IMMU-08. EOSINOPHILS ARE IMPORTANT MODULATORS OF AN IMMUNE-RESPONSIVE TUMOR-MICROENVIRONMENT IN GLIOBLASTOMA

Abstract

Abstract Eosinophils, bone marrow-derived granulocytes involved in allergic asthma and autoimmunity, have attracted increasing attention due to their assumed role in effective responses to immune checkpoint blockade in some extracranial tumors. However, the role of this rare type of immune cells in immunologically cold tumors such as glioblastoma (GBM) has not been studied so far.
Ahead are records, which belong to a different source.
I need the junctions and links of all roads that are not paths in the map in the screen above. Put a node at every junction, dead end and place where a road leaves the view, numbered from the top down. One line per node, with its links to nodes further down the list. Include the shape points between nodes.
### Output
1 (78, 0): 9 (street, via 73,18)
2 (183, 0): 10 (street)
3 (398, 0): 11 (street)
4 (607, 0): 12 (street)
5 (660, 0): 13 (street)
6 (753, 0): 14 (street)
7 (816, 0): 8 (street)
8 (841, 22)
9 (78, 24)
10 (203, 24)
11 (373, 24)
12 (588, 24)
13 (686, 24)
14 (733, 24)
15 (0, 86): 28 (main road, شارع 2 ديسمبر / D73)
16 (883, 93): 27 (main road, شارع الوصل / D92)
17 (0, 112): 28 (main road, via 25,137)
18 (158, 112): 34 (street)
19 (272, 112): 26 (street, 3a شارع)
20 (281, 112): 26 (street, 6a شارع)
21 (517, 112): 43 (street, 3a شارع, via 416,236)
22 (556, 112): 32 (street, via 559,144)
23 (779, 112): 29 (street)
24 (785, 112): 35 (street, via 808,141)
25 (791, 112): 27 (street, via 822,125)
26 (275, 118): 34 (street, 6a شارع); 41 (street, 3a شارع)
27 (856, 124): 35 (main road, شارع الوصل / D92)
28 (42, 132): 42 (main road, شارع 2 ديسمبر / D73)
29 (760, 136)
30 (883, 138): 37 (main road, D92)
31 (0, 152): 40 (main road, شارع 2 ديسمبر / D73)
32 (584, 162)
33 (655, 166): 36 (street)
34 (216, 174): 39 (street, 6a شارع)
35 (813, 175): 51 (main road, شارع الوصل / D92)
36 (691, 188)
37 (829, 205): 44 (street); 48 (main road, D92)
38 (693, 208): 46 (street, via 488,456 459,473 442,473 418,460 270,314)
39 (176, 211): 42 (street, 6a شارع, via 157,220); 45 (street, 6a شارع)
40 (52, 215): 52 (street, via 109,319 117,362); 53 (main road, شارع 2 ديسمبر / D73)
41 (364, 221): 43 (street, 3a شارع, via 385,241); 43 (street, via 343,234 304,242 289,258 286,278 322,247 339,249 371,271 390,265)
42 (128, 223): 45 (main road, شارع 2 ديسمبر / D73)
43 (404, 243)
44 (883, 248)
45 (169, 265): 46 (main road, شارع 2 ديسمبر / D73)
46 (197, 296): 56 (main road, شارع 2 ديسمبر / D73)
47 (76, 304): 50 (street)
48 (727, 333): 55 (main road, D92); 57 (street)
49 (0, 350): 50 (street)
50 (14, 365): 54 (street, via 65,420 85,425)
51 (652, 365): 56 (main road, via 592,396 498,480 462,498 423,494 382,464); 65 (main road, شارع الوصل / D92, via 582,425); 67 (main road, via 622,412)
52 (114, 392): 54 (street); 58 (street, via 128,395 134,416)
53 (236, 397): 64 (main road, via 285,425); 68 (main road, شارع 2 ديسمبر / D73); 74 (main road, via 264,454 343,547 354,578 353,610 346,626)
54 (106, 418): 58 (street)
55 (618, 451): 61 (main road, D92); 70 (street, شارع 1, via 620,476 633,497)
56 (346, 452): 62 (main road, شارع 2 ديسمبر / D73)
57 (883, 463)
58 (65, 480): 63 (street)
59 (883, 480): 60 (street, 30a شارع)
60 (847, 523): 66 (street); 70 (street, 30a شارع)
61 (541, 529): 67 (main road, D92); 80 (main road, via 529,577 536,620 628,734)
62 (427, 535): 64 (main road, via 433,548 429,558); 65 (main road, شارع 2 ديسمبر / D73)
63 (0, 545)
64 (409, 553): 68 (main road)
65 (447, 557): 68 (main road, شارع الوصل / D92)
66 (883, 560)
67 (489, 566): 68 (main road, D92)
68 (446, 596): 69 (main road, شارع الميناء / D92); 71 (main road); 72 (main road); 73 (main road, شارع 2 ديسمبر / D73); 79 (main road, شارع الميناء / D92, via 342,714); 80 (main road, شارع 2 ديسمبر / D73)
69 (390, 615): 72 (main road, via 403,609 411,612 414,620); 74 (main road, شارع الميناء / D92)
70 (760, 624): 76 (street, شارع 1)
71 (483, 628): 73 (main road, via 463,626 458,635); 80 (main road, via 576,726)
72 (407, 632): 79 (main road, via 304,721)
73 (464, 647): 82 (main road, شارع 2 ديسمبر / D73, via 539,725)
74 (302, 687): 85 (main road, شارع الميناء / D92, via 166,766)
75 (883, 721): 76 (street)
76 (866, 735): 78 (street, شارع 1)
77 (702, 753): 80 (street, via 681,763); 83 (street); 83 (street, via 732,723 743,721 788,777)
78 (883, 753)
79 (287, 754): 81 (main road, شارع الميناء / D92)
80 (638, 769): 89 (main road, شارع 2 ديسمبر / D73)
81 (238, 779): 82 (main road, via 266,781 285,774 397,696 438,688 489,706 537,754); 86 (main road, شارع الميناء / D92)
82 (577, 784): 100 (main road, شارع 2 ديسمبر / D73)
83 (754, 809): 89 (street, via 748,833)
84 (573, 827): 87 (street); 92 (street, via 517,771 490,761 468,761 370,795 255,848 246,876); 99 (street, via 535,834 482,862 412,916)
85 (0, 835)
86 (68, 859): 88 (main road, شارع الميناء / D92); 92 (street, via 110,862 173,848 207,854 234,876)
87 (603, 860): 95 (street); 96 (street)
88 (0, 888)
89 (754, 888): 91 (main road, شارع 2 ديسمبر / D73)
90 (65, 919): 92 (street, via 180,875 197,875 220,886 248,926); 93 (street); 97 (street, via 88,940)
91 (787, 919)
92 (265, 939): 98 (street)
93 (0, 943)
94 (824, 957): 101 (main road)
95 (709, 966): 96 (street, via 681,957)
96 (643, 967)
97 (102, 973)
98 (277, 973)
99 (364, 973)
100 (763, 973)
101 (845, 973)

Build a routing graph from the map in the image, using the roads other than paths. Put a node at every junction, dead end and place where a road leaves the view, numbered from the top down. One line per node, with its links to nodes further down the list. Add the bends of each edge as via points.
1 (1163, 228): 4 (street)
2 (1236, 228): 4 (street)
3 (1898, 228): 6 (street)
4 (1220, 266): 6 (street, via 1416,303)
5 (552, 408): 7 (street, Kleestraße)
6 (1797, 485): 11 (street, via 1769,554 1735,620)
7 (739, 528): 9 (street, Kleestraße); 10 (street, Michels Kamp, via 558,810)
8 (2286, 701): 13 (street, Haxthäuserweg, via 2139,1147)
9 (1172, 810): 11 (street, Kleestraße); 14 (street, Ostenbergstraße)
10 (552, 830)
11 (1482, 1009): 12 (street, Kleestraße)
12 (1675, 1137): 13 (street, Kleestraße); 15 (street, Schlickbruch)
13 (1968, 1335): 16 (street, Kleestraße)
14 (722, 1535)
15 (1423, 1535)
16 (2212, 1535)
When quantifying immune infiltrates and levels of 30 immune-relevant cytokines in 60 matched pairs of human primary and recurrent GBM, strongest correlations (r= 0.71-0.93) were observed for the eosinophil-associated cytokines Eotaxin and Il-5 as well as for TNFa, IFNg and Il2 which are important cytokines for cytotoxic T cell responses. A combined score of these cytokines (Eo score) turned out to be an independent prognostic marker for improved overall survival of GBM patients. Furthermore, multicolor immunofluorescent staining revealed that Eo score high GBM are significantly higher infiltrated by effector T cells and show a significantly lower infiltration with anti-inflammatory M2-like tumor-associated macrophages / microglia cells (M2-TAM) in recurrent GBM. Flowcytometry analysis of GBM-derived single cell suspensions confirmed a positive correlation of higher eosinophil numbers with higher numbers of tumor-infiltrating T cells, while an inverse relation between eosinophils and monocytes could be demonstrated in the TCGA data set. Spatial transcriptomic data of human GBM confirmed that areas with a higher eosinophil infiltration showed higher numbers of T cells and pro-inflammatory M1-TAM, lower numbers of M2-TAM and a remarkable vessel normalization. Finally, in a newly developed patient-derived GBM organoid model we could corroborate the functional impact of eosinophils on the tumor-microenvironment. An increase of eosinophil numbers in these patient avatars resulted in a significantly decreased number of M2-TAM. Altogether, tumor-infiltrating eosinophils seem to be a novel type of immune-modulator in GBM and may enhance immune responses by shaping the tumor niche from an immunosuppressive to an immunepermissive microenvironment.